### Task prompt
Which lines in the records below contain the word "dead"? Copy each one.

### Data
##########
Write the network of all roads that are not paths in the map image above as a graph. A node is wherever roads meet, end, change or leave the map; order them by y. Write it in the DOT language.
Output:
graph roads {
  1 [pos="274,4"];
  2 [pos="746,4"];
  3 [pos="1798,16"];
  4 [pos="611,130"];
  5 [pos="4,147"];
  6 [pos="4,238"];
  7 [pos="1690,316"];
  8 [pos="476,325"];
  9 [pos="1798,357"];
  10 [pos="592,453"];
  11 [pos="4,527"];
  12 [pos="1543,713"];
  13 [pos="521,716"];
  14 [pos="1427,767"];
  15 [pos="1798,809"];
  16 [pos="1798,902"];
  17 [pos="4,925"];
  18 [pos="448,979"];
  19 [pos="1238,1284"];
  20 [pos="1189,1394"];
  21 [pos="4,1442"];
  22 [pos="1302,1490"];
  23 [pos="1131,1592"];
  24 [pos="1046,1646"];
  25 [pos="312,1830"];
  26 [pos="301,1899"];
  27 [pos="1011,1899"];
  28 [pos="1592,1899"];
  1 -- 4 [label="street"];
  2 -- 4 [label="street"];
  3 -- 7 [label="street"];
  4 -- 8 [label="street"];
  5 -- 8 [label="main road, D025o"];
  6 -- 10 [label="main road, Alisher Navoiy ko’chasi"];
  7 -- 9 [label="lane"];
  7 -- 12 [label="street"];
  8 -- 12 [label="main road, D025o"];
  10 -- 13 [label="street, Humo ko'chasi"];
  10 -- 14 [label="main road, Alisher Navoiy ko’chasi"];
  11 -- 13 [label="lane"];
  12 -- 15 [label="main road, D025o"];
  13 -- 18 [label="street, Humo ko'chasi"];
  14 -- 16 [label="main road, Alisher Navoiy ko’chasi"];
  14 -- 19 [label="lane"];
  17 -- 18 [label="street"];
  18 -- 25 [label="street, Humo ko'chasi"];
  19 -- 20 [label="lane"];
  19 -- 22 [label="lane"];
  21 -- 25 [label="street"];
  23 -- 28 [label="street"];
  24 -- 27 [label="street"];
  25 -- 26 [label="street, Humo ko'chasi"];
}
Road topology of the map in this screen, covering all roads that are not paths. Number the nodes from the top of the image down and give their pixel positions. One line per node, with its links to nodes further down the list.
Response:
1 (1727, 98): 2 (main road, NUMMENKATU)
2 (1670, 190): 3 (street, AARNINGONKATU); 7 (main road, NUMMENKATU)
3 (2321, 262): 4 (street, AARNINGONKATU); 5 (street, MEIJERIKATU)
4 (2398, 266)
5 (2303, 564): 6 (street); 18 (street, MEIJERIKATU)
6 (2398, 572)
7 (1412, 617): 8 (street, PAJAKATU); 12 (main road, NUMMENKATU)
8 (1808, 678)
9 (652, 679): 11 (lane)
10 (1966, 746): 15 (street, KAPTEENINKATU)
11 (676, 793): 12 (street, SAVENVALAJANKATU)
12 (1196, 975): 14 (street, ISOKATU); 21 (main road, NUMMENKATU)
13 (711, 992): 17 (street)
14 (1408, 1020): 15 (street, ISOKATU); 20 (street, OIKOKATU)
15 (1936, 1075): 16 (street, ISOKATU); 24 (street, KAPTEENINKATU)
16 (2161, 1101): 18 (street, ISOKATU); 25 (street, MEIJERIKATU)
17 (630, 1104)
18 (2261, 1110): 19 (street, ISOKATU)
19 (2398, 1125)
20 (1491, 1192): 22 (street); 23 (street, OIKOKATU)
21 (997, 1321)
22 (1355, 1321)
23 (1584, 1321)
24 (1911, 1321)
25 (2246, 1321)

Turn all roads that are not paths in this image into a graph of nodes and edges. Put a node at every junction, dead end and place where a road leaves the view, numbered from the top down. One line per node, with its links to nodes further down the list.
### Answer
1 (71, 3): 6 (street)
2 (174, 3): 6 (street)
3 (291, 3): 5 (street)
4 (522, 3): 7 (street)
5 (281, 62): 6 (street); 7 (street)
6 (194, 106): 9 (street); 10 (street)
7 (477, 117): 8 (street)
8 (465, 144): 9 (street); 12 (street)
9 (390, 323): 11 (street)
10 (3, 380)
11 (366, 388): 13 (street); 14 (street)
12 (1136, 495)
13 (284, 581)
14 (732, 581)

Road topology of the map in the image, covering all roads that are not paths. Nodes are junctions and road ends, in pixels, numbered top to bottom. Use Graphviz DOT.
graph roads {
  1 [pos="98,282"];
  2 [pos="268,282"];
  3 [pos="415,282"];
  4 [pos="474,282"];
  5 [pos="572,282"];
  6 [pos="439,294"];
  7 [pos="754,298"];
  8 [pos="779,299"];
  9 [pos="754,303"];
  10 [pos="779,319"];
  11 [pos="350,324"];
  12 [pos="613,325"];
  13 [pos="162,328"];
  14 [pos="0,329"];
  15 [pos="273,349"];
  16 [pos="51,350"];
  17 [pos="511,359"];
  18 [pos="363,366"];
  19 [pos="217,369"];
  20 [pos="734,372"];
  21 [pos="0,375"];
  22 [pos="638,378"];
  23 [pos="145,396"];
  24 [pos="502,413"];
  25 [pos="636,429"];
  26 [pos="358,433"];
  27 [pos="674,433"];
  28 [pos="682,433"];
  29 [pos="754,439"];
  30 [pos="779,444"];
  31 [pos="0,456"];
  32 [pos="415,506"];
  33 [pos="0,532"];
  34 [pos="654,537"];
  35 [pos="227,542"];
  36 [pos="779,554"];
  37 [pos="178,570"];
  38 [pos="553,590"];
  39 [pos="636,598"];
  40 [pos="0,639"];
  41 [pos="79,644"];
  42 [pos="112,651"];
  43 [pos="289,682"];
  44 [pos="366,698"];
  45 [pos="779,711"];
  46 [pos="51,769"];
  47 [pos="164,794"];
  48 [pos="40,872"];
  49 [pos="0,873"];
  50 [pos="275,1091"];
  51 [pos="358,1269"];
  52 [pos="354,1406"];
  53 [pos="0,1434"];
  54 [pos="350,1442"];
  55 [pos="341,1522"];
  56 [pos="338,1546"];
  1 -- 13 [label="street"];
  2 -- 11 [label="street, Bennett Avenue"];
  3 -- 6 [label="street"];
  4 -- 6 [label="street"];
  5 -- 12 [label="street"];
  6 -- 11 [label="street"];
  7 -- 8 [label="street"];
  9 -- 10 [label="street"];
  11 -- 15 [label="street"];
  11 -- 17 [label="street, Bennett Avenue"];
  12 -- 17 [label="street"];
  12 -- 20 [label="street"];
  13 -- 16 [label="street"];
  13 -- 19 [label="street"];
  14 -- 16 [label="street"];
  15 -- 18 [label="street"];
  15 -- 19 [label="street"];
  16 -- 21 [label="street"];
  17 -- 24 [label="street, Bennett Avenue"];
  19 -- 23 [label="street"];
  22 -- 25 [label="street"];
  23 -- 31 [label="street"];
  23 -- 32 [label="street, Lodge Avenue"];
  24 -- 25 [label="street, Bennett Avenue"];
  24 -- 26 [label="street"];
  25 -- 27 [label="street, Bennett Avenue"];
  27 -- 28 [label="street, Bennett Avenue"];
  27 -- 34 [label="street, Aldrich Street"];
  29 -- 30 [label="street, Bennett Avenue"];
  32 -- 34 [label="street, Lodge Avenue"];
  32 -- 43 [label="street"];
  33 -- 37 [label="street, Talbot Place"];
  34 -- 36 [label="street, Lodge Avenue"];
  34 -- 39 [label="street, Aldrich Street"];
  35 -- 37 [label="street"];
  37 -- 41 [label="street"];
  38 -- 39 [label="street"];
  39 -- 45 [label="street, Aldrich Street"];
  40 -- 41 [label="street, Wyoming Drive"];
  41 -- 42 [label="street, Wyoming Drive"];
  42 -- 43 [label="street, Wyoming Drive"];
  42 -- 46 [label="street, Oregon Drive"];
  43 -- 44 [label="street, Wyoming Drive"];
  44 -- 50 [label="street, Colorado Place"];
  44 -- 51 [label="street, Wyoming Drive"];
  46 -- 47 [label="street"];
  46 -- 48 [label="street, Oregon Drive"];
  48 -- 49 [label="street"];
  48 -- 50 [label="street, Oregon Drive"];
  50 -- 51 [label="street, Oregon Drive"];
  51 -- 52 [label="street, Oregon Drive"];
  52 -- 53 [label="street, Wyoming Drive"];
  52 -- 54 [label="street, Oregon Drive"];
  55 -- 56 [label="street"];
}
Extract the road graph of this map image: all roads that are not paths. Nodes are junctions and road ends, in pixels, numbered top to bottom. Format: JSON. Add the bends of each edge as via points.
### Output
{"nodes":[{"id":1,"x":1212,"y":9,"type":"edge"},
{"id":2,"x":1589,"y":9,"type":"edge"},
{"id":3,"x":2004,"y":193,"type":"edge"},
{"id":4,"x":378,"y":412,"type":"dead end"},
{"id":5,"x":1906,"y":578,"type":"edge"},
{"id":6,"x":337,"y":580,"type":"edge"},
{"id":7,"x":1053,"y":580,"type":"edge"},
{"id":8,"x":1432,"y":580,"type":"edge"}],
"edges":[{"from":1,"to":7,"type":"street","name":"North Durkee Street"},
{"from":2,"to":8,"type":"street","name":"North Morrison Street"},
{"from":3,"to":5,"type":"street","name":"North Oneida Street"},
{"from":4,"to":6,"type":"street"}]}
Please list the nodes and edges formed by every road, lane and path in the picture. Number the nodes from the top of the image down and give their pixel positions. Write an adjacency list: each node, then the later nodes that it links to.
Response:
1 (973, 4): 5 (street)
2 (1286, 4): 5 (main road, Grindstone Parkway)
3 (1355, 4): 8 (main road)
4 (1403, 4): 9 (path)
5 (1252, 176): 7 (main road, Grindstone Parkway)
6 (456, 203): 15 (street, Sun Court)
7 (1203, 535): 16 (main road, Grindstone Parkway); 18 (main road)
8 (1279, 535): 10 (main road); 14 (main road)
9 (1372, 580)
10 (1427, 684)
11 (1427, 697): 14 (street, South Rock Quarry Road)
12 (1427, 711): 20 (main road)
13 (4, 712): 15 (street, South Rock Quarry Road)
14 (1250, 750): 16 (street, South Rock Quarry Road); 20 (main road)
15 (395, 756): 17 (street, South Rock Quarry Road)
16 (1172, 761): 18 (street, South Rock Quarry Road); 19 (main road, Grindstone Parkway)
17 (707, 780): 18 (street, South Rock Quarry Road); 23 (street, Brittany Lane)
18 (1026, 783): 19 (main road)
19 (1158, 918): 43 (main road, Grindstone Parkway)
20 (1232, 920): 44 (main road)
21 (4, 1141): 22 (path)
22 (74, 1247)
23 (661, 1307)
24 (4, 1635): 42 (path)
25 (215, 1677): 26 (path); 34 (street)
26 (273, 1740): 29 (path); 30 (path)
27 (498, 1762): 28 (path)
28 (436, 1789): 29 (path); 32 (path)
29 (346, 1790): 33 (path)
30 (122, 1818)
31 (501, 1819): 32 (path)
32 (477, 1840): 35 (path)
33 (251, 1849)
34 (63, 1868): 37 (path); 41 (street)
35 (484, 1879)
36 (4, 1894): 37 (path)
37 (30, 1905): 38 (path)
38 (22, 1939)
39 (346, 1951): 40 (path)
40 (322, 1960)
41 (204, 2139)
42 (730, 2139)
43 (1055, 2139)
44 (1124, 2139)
##########
### Output
Turn all roads that are not paths in this image into a graph of nodes and edges. Put a node at every junction, dead end and place where a road leaves the view, numbered from the top down. One line per node, with its links to nodes further down the list.
{"id":4,"x":378,"y":412,"type":"dead end"},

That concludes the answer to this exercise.